*** Opening of Information ***

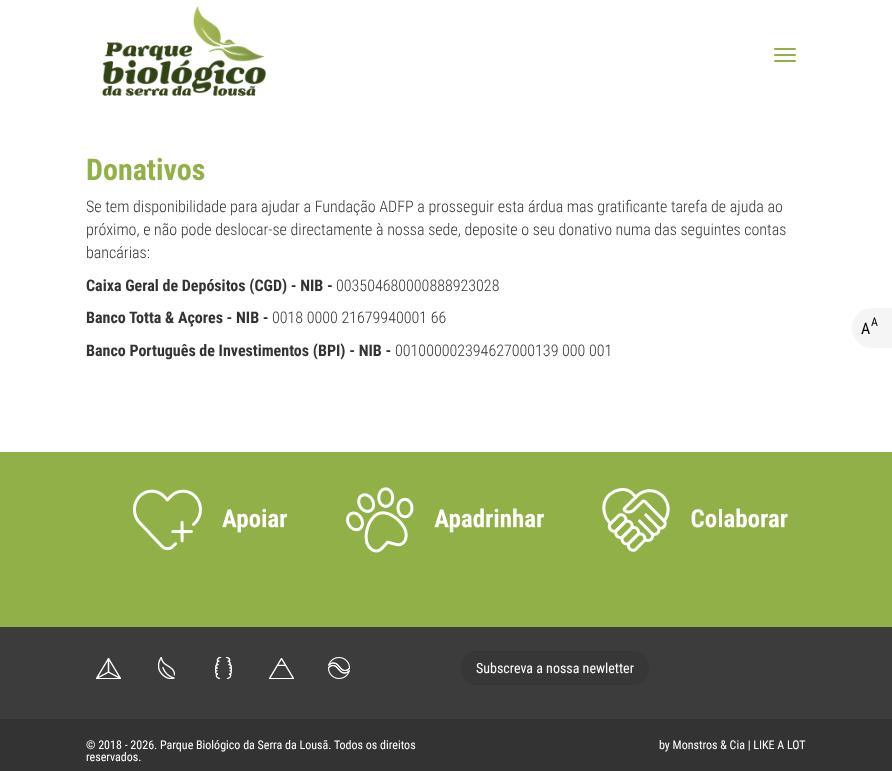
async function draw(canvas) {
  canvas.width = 892;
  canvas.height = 771;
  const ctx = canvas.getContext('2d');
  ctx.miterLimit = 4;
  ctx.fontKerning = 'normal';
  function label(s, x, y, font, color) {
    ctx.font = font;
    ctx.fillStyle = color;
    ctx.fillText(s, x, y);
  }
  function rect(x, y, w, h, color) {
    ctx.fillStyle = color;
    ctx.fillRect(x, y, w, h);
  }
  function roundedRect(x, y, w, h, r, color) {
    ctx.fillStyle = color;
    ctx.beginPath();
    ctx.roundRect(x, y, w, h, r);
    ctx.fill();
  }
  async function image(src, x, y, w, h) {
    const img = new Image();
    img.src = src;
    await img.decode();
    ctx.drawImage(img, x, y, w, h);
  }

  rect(0, 0, 892, 771, '#fff');
  await image('assets/img1.png', 102, 6, 164, 90);
  roundedRect(774, 48, 22, 2, 1, '#91b047');
  roundedRect(774, 54, 22, 2, 1, '#91b047');
  roundedRect(774, 60, 22, 2, 1, '#91b047');
  label('Donativos', 86, 180, 'bold 30px Roboto Condensed', '#91b047');
  label('Se tem disponibilidade para ajudar a Fundação ADFP a prosseguir esta árdua mas gratificante tarefa de ajuda ao', 86, 212, '300 16px Roboto Condensed', '#333');
  label('próximo, e não pode deslocar-se directamente à nossa sede, deposite o seu donativo numa das seguintes contas', 86, 235, '300 16px Roboto Condensed', '#333');
  label('bancárias:', 86, 258, '300 16px Roboto Condensed', '#333');
  label('Caixa Geral de Depósitos (CGD) - NIB -', 86, 291, 'bold 16px Roboto Condensed', '#333');
  label('003504680000888923028', 336, 291, '300 16px Roboto Condensed', '#333');
  label('Banco Totta & Açores - NIB -', 86, 323, 'bold 16px Roboto Condensed', '#333');
  label('0018 0000 21679940001 66', 272, 323, '300 16px Roboto Condensed', '#333');
  label('Banco Português de Investimentos (BPI) - NIB -', 86, 356, 'bold 16px Roboto Condensed', '#333');
  label('001000002394627000139 000 001', 395, 356, '300 16px Roboto Condensed', '#333');
  ctx.fillStyle = '#f5f5f5';
  ctx.beginPath();
  ctx.roundRect(852, 308, 40, 40, [20, 0, 0, 20]);
  ctx.fill();
  label('A', 861, 334, '16px Roboto Condensed', '#000');
  label('A', 871, 326, '12px Roboto Condensed', '#000');
  rect(0, 452, 892, 175, '#91b047');
  await image('assets/img2.png', 132, 489, 155, 62);
  await image('assets/img3.png', 346, 487, 198, 66);
  await image('assets/img4.png', 602, 488, 186, 64);
  rect(0, 627, 892, 92, '#3c3c3c');
  await image('assets/img5.png', 96, 658, 25, 21);
  await image('assets/img6.png', 158, 657, 17, 22);
  await image('assets/img7.png', 215, 657, 17, 22);
  await image('assets/img8.png', 269, 658, 25, 21);
  await image('assets/img9.png', 328, 657, 22, 22);
  roundedRect(461, 651, 188, 34, 16, '#373737');
  label('Subscreva a nossa newletter', 476, 673, '14px Roboto Condensed', '#fff');
  rect(0, 719, 892, 52, '#333');
  label('© 2018 - 2026. Parque Biológico da Serra da Lousã. Todos os direitos', 86, 749, '12px Roboto Condensed', '#fff');
  label('reservados.', 86, 761, '12px Roboto Condensed', '#fff');
  label('by Monstros & Cia | LIKE A LOT', 659, 749, '12px Roboto Condensed', '#fff');
}

draw(document.querySelector('canvas'));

*** Close of Information ***

> **How to complete this task**
The word to find is "const". Copy every line of the data that holds it.

> **Your response**
  const ctx = canvas.getContext('2d');
    const img = new Image();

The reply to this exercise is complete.